▶ [WHAT THE EXERCISE ASKS]:
Read the records beneath this task and copy every line that contains the string "East".

[Saved entries]
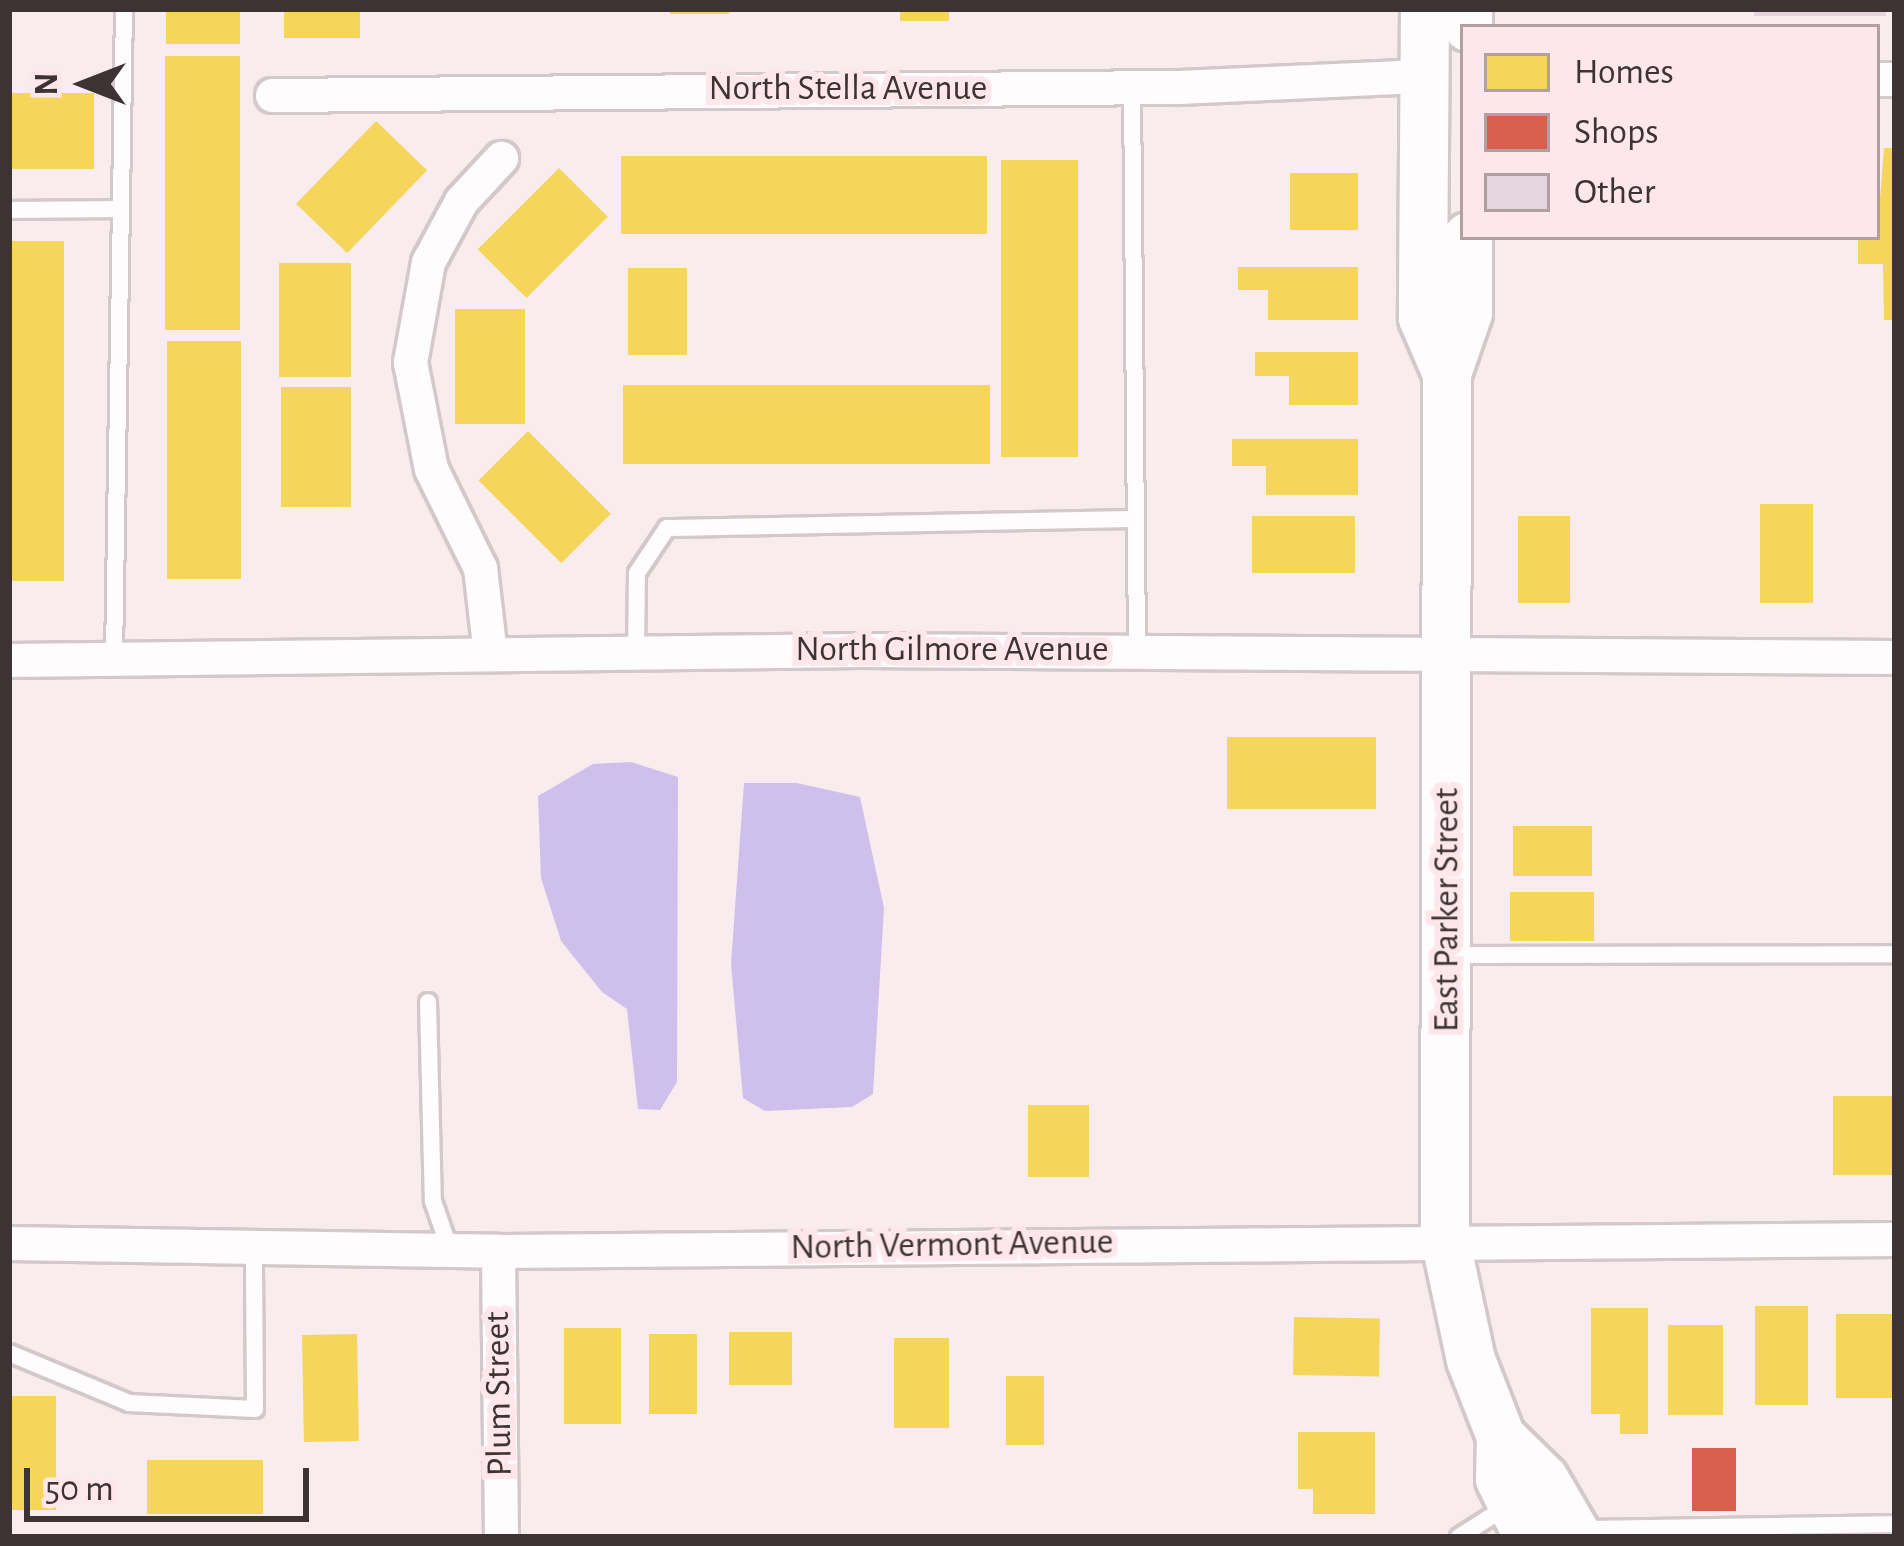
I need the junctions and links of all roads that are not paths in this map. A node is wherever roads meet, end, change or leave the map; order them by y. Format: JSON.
{"nodes":[{"id":1,"x":124,"y":9,"type":"edge"},
{"id":2,"x":1425,"y":9,"type":"edge"},
{"id":3,"x":1424,"y":76,"type":"junction"},
{"id":4,"x":1132,"y":88,"type":"junction"},
{"id":5,"x":272,"y":95,"type":"dead end"},
{"id":6,"x":501,"y":158,"type":"dead end"},
{"id":7,"x":117,"y":209,"type":"junction"},
{"id":8,"x":9,"y":211,"type":"edge"},
{"id":9,"x":1468,"y":240,"type":"edge"},
{"id":10,"x":1448,"y":374,"type":"junction"},
{"id":11,"x":1136,"y":519,"type":"junction"},
{"id":12,"x":1137,"y":650,"type":"junction"},
{"id":13,"x":636,"y":652,"type":"junction"},
{"id":14,"x":1448,"y":652,"type":"junction"},
{"id":15,"x":490,"y":654,"type":"junction"},
{"id":16,"x":1895,"y":657,"type":"edge"},
{"id":17,"x":114,"y":658,"type":"junction"},
{"id":18,"x":9,"y":660,"type":"edge"},
{"id":19,"x":1895,"y":954,"type":"edge"},
{"id":20,"x":1448,"y":955,"type":"junction"},
{"id":21,"x":428,"y":1003,"type":"dead end"},
{"id":22,"x":1445,"y":1238,"type":"junction"},
{"id":23,"x":1895,"y":1239,"type":"edge"},
{"id":24,"x":9,"y":1243,"type":"edge"},
{"id":25,"x":254,"y":1246,"type":"junction"},
{"id":26,"x":450,"y":1250,"type":"junction"},
{"id":27,"x":498,"y":1251,"type":"junction"},
{"id":28,"x":9,"y":1353,"type":"edge"},
{"id":29,"x":1501,"y":1437,"type":"junction"},
{"id":30,"x":1895,"y":1524,"type":"edge"},
{"id":31,"x":1548,"y":1527,"type":"edge"},
{"id":32,"x":501,"y":1537,"type":"edge"},
{"id":33,"x":1459,"y":1537,"type":"edge"}],
"edges":[{"from":1,"to":7,"type":"lane"},
{"from":2,"to":3,"type":"street","name":"East Parker Street"},
{"from":3,"to":4,"type":"street","name":"North Stella Avenue"},
{"from":3,"to":10,"type":"street","name":"East Parker Street"},
{"from":4,"to":5,"type":"street","name":"North Stella Avenue"},
{"from":4,"to":11,"type":"lane"},
{"from":6,"to":15,"type":"street"},
{"from":7,"to":8,"type":"lane"},
{"from":7,"to":17,"type":"lane"},
{"from":9,"to":10,"type":"street","name":"East Parker Street"},
{"from":10,"to":14,"type":"street","name":"East Parker Street"},
{"from":11,"to":12,"type":"lane"},
{"from":11,"to":13,"type":"lane"},
{"from":12,"to":13,"type":"street","name":"North Gilmore Avenue"},
{"from":12,"to":14,"type":"street","name":"North Gilmore Avenue"},
{"from":13,"to":15,"type":"street","name":"North Gilmore Avenue"},
{"from":14,"to":16,"type":"street","name":"North Gilmore Avenue"},
{"from":14,"to":20,"type":"street","name":"East Parker Street"},
{"from":15,"to":17,"type":"street","name":"North Gilmore Avenue"},
{"from":17,"to":18,"type":"street","name":"North Gilmore Avenue"},
{"from":19,"to":20,"type":"lane"},
{"from":20,"to":22,"type":"street","name":"East Parker Street"},
{"from":21,"to":26,"type":"lane"},
{"from":22,"to":23,"type":"street","name":"North Vermont Avenue"},
{"from":22,"to":27,"type":"street","name":"North Vermont Avenue"},
{"from":22,"to":29,"type":"street","name":"East Parker Street"},
{"from":24,"to":25,"type":"street","name":"North Vermont Avenue"},
{"from":25,"to":26,"type":"street","name":"North Vermont Avenue"},
{"from":25,"to":28,"type":"lane"},
{"from":26,"to":27,"type":"street","name":"North Vermont Avenue"},
{"from":27,"to":32,"type":"street","name":"Plum Street"},
{"from":29,"to":31,"type":"street","name":"East Parker Street"},
{"from":29,"to":31,"type":"street","name":"East Parker Street"},
{"from":30,"to":31,"type":"lane"},
{"from":31,"to":33,"type":"lane"}]}
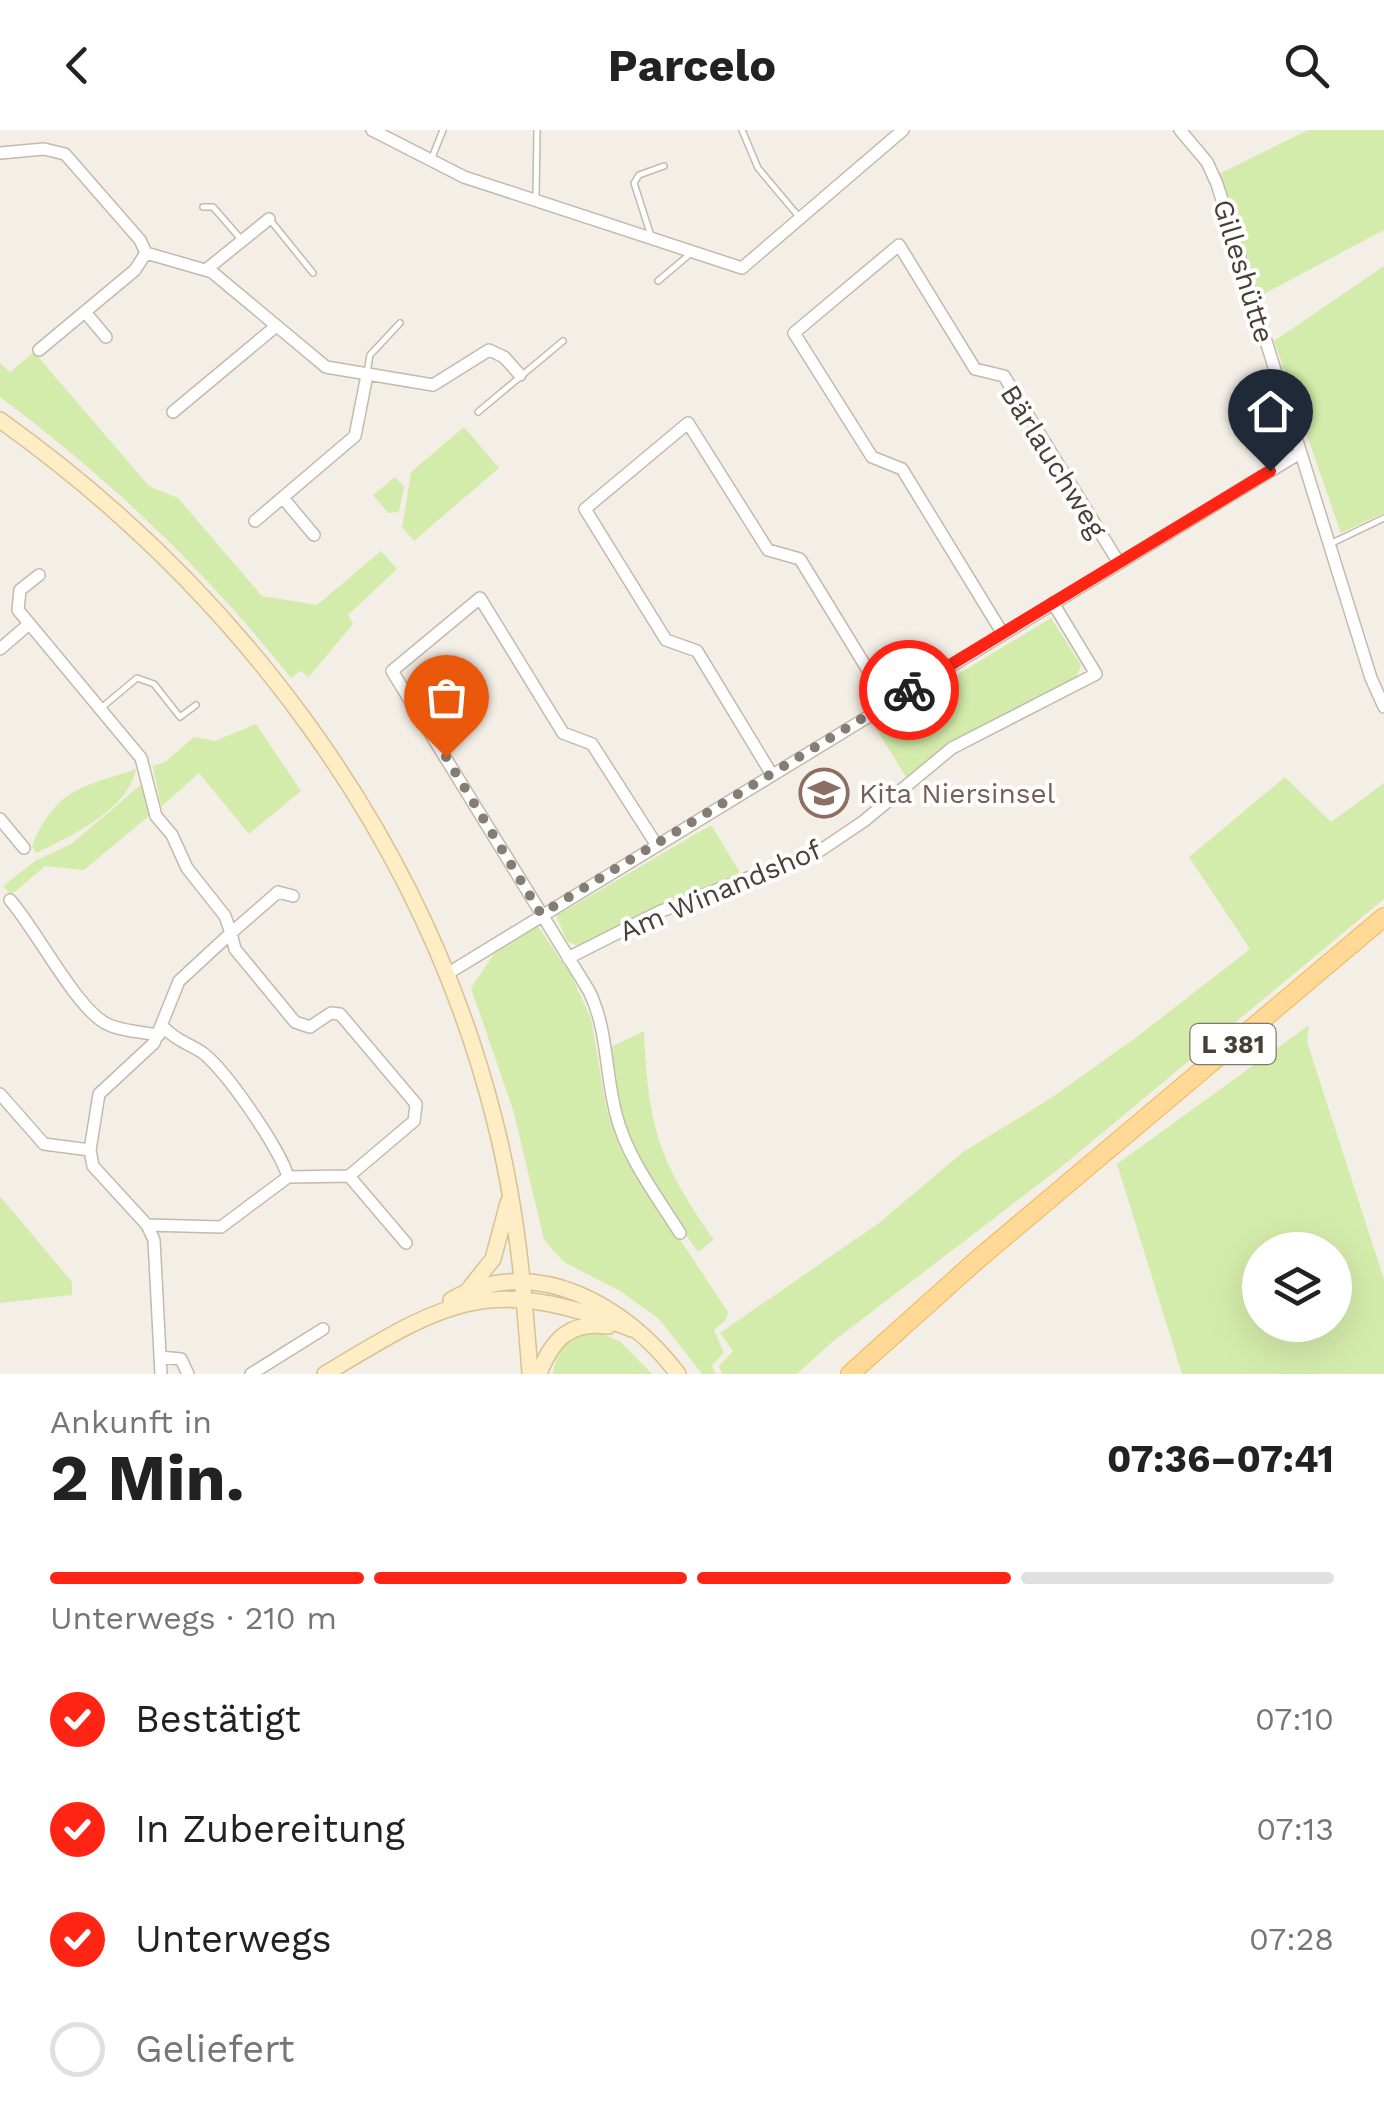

▶ [FINAL ANSWER]:
{"from":2,"to":3,"type":"street","name":"East Parker Street"},
{"from":3,"to":10,"type":"street","name":"East Parker Street"},
{"from":9,"to":10,"type":"street","name":"East Parker Street"},
{"from":10,"to":14,"type":"street","name":"East Parker Street"},
{"from":14,"to":20,"type":"street","name":"East Parker Street"},
{"from":20,"to":22,"type":"street","name":"East Parker Street"},
{"from":22,"to":29,"type":"street","name":"East Parker Street"},
{"from":29,"to":31,"type":"street","name":"East Parker Street"},
{"from":29,"to":31,"type":"street","name":"East Parker Street"},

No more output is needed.